Maybe for you, but I'd consider that a pretty annoying bug. I like to structure my files/classes/modules in decreasing order of abstraction: put the public API and high-level algorithms at the top, and then dive into the minutiae how the various parts are implemented as you scroll down. That also means I almost exclusively call functions that are defined further down in the file.
> I like to structure my files/classes/modules in decreasing order of abstraction: put the public API and high-level algorithms at the top
That makes sense. What I am describing doesn't preclude this organizational structure. It depends on the language design. You could either support c style forward declaration that you put at the top of the file and would be available for completion even if the implementation is below the first error in the file. Or the IDE could provide folding of the implementation so that you can scan the api without drilling down into the details.

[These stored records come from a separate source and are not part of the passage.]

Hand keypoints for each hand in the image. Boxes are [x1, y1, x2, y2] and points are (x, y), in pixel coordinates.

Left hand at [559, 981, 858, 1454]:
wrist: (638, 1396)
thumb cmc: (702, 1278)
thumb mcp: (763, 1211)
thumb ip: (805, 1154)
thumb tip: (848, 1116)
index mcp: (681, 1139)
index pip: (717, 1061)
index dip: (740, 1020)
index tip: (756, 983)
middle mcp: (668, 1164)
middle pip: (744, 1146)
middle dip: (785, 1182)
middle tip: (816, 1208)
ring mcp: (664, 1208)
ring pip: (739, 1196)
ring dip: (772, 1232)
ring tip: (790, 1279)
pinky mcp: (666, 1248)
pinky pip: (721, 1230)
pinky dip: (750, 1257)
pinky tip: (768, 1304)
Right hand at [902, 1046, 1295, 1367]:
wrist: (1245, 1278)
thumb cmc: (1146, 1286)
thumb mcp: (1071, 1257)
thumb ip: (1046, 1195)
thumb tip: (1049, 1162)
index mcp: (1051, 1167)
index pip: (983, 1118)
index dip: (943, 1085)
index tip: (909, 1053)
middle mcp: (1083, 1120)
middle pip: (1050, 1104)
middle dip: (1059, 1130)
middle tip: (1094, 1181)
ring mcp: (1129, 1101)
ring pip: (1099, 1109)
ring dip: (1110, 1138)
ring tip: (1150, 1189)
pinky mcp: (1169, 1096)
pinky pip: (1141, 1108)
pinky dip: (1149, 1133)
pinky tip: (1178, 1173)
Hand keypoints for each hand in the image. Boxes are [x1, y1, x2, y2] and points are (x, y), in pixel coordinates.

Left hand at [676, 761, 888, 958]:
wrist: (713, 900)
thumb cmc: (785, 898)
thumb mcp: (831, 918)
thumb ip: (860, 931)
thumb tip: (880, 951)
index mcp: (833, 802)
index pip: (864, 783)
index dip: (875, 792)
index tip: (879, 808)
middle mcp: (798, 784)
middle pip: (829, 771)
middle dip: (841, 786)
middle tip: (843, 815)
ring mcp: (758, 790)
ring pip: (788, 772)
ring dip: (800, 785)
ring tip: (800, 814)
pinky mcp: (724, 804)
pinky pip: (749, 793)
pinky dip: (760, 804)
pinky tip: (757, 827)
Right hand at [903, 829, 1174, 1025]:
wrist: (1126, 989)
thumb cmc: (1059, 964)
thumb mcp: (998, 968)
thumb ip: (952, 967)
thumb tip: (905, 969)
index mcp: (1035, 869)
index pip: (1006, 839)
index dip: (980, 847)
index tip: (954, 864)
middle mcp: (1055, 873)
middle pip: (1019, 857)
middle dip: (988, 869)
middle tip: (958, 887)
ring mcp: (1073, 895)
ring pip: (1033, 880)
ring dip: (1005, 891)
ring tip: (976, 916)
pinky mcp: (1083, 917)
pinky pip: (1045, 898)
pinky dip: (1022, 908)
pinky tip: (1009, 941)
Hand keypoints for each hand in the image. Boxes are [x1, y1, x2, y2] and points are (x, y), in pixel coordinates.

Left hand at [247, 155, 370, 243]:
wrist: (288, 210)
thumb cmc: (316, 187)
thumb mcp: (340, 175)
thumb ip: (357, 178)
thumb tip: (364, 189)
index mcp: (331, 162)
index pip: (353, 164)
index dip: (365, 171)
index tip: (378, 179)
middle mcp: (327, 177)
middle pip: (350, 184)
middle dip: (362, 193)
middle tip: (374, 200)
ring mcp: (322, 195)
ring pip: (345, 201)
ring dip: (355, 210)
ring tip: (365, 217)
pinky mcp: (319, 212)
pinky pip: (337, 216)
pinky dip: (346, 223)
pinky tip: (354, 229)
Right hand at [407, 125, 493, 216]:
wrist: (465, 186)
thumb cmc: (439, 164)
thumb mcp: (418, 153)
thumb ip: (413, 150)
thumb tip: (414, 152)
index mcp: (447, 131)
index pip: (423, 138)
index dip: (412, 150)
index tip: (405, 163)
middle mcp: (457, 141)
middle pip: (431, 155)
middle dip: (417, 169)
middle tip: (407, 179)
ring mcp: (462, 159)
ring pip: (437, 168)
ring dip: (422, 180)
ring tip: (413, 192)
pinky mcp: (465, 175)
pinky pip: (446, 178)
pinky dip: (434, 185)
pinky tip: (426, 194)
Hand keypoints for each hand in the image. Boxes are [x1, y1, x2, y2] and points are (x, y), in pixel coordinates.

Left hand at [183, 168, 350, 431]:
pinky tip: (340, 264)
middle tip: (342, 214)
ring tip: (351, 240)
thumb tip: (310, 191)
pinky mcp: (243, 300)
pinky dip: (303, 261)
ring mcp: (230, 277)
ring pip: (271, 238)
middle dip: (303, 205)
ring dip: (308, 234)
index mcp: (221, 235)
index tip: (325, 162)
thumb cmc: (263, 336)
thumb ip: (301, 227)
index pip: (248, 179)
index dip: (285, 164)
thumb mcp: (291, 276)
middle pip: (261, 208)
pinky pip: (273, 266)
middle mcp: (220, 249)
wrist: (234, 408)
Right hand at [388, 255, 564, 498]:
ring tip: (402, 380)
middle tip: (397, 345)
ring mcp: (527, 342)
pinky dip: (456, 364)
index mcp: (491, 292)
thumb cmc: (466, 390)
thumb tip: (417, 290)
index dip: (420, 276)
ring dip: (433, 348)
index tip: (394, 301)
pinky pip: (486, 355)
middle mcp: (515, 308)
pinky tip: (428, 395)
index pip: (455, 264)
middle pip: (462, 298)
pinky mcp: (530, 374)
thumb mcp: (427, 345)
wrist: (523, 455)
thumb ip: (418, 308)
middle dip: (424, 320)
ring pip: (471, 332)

> That also means I almost exclusively call functions that are defined further down in the file.
Again, to clarify are you calling things before they are _declared_ or _defined_?
Most languages don't make a distinction between declaration and definition, and many don't even care where something is defined/declared at all. C/C++ are really the exception nowadays, and for good reason: having to keep the definition and declaration in sync is annoying and unnecessary, even though I sometimes miss the easy overview of an API header files give.
Ok. So I'm guessing you're using a Java like language with classes and that the upper classes call into the lower classes? I understand the appeal of that approach. The tradeoff is that you have to make multiple passes of the file to compile/do IDE analysis. If the language is designed as I've been advocating, one can essentially write a one pass compiler. This is simpler to implement and will generally be faster. The big tradeoff is that it imposes a more rigid organizational structure.
As a compiler author (I have written a self-hosting compiler for an unpublished new language), I dramatically prefer implementation simplicity to organizational flexibility. I respect your preference but believe that ultimately the more free-form and flexible a language, the more complex and slow the tooling, both of which lead to more bugs in the final artifact. But I certainly can't prove my point.
A significant portion of C(++)'s cruft comes from its catering to one-pass compilers. I will grant you that it simplifies the job of the IDE, but it comes with so many other costs.
The obvious is that it requires forward declaration. However, depending on how back & forth interdependence is, it requires multiple "tiers" of forward declaration to effectively iteratively redeclare (or augment? Now that's some added complexity for all parties involved…) incomplete types until you can complete them. It's one thing to have a nice list of "here's what exists", but it's another to manually detangle dependency graphs. It's bad enough in C++ which already doesn't allow very much interdependence, but it'd be completely infeasible for any language more complex than glorified assembly.
Next, how would compile-time execution work? It's one thing to forward declare the existence of something, but how do you execute it without knowing its definition? You literally have to add another pass. Similarly, how do you make an inline function call?
One-pass compilation also relies heavily on searching and referring back to data from earlier in the pass, making it rather cache-unfriendly unless you build data structures as you compile, but now you're using massive amount of memory since you have to build these structures for everything in the entire input. This scales incredibly poorly. If you use one thing from some imported header, you now need to add that header and its entire dependency tree into your one pass. This isn't the 70's anymore; more passes ≠ more slower.
It's actually the compiler and IDE people pushing against this one-pass mindset, because it's "simpler" but just worse for everyone… except maybe the developer reading a header file instead of documentation. And do note that complexity comes in forms other than fancy data structures & algorithms in compilers/tooling. I'd argue that a manual flattening of a real world dependency graph is much more complex and harder to grok & maintain. Regardless, it's the compiler/tool developer's job to take the burden of complexity to better serve their users.